>>>
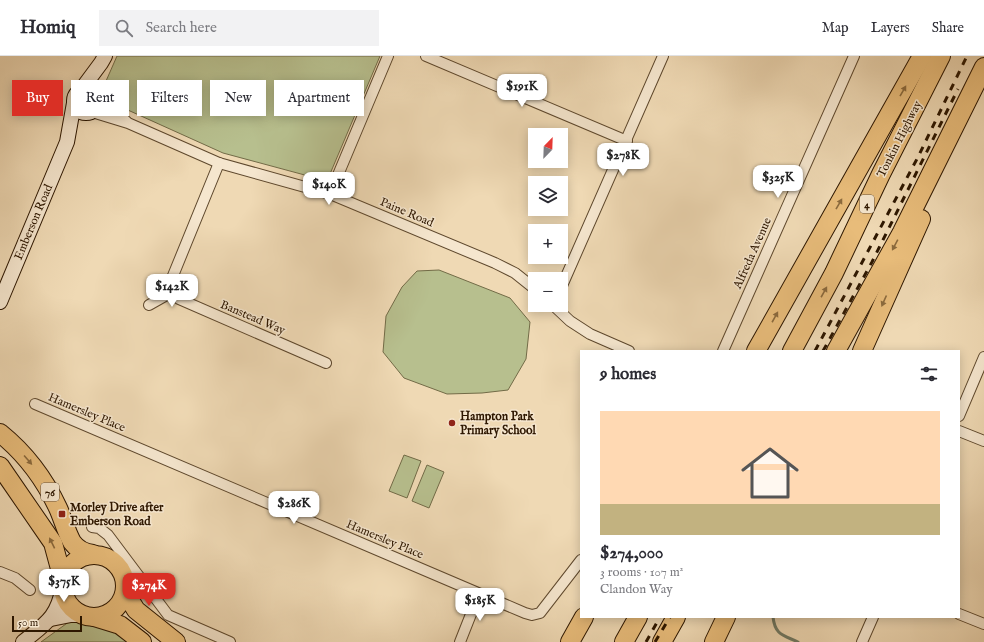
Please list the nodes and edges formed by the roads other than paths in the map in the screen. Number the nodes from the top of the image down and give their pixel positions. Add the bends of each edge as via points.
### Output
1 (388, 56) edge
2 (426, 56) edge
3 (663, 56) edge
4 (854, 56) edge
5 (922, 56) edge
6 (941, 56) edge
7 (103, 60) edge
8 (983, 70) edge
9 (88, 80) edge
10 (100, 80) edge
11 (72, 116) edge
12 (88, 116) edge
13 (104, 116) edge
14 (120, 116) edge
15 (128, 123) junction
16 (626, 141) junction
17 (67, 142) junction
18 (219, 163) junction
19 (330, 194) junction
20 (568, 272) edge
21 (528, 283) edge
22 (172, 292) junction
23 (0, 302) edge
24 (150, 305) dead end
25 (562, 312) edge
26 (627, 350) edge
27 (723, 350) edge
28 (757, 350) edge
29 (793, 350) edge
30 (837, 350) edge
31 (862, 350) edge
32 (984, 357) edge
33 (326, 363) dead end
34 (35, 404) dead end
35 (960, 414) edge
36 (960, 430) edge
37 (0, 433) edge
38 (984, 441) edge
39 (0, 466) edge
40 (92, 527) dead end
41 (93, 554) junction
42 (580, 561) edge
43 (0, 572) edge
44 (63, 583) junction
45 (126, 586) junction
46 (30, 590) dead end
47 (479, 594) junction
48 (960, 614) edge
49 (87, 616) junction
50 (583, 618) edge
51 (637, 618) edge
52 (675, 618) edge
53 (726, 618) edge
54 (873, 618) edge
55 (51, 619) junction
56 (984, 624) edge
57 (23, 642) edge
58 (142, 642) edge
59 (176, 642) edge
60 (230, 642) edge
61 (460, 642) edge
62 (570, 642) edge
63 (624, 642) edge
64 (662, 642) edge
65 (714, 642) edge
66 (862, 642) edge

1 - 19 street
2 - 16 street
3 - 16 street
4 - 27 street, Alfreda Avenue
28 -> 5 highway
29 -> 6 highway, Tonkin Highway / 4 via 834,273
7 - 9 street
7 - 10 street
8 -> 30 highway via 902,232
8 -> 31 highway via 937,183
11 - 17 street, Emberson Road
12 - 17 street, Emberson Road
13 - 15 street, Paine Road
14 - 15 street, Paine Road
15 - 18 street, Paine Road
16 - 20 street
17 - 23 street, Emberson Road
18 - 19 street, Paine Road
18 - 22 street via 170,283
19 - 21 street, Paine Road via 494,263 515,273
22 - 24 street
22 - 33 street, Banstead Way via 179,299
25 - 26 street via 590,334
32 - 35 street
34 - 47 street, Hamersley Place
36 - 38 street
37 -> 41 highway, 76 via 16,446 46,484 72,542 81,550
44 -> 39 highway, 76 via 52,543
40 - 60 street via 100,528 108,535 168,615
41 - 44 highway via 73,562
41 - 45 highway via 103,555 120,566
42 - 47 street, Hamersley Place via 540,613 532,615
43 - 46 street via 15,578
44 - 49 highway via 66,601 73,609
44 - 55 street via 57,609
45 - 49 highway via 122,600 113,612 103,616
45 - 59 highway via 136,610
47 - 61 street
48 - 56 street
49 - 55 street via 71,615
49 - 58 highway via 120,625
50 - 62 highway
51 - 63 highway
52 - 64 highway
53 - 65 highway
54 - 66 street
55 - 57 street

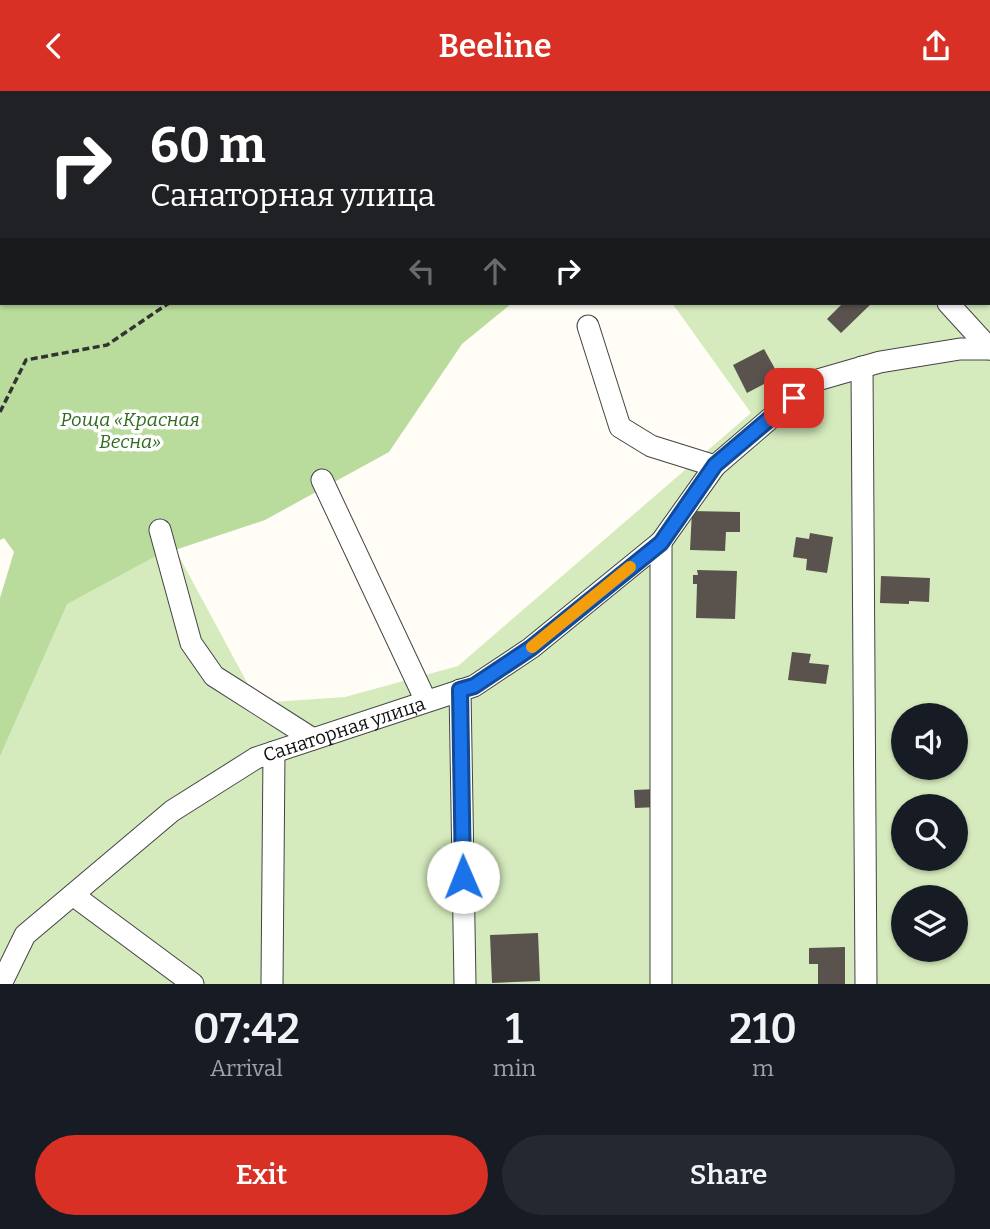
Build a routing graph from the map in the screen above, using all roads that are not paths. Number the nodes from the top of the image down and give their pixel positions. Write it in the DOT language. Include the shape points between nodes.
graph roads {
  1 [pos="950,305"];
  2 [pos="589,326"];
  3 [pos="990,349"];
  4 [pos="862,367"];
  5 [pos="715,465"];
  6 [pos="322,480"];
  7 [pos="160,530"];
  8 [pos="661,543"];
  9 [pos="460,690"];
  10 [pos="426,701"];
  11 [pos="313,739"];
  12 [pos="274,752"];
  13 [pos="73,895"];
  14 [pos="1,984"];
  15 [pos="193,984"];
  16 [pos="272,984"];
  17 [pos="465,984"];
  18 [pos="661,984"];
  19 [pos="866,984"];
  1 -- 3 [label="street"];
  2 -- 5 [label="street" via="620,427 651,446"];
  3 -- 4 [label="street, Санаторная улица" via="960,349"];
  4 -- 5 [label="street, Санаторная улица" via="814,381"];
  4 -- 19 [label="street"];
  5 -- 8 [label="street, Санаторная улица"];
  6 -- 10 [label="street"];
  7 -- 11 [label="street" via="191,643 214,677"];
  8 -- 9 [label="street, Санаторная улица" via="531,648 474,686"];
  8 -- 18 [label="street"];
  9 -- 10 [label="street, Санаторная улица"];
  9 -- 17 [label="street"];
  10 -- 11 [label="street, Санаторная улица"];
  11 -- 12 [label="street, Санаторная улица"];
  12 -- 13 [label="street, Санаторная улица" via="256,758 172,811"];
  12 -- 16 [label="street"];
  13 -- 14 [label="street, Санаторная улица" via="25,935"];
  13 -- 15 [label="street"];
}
<<<
>>>
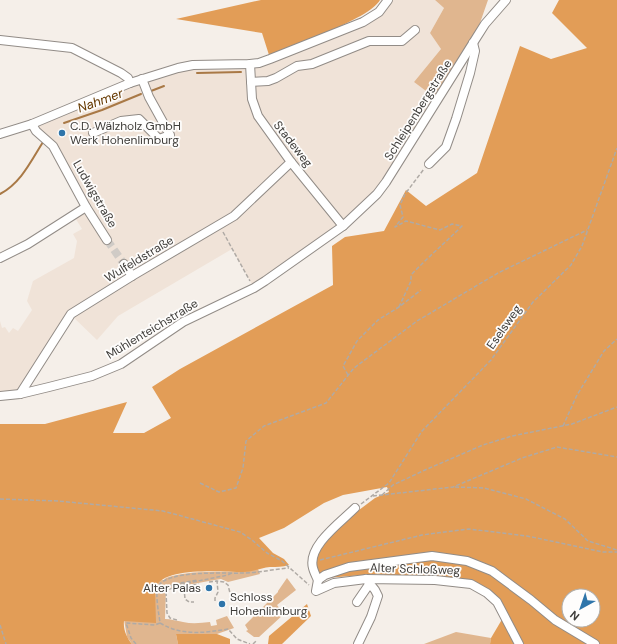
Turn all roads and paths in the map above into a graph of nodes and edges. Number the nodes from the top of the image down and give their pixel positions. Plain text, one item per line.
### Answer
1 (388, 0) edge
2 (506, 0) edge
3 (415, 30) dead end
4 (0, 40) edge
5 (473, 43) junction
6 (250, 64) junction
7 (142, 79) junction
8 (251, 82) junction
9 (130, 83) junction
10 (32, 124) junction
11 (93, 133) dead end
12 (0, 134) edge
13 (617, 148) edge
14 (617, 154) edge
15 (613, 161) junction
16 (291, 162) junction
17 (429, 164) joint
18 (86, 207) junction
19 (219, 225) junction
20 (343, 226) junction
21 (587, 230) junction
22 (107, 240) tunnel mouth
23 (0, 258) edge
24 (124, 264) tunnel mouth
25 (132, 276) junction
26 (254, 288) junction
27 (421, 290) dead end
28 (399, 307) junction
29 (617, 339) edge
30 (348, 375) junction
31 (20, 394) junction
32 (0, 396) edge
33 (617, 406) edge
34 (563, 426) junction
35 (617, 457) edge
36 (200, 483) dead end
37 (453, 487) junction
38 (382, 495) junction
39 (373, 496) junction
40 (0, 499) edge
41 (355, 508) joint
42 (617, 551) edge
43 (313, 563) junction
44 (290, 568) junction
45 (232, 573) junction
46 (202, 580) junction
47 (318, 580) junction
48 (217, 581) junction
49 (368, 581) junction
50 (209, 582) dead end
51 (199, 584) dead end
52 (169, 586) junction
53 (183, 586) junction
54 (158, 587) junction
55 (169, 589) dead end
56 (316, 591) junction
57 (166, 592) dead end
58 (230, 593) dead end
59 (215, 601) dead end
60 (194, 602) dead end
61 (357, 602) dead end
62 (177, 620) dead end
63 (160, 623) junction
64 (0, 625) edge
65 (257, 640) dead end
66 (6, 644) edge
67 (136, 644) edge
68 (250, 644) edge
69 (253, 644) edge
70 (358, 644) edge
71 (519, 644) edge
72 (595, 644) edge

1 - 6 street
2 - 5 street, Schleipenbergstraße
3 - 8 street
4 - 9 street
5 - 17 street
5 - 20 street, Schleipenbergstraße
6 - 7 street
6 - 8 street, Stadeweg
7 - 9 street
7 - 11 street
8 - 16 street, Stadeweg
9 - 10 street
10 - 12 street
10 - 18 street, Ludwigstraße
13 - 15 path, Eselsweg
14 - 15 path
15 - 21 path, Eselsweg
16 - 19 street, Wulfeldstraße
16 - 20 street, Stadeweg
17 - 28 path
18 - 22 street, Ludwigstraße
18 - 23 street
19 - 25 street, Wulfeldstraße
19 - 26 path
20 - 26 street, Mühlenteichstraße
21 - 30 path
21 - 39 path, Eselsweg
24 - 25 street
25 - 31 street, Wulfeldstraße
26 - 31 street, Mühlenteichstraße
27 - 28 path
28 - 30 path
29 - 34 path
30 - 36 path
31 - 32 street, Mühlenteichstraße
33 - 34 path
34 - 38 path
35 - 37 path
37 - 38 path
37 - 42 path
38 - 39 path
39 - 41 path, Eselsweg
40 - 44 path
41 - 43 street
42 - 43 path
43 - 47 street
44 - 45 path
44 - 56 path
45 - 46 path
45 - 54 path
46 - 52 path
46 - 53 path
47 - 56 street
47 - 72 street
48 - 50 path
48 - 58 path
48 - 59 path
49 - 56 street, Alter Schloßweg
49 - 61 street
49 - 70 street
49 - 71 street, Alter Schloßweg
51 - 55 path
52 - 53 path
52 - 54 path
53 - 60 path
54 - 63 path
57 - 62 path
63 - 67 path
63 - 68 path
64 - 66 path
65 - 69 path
<<<
**What the task asks:** Select every line of the records holding the string "above".

**Response to the task:**
Build a routing graph from the map in the screen above, using all roads that are not paths. Number the nodes from the top of the image down and give their pixel positions. Write it in the DOT language. Include the shape points between nodes.
Turn all roads and paths in the map above into a graph of nodes and edges. Number the nodes from the top of the image down and give their pixel positions. Plain text, one item per line.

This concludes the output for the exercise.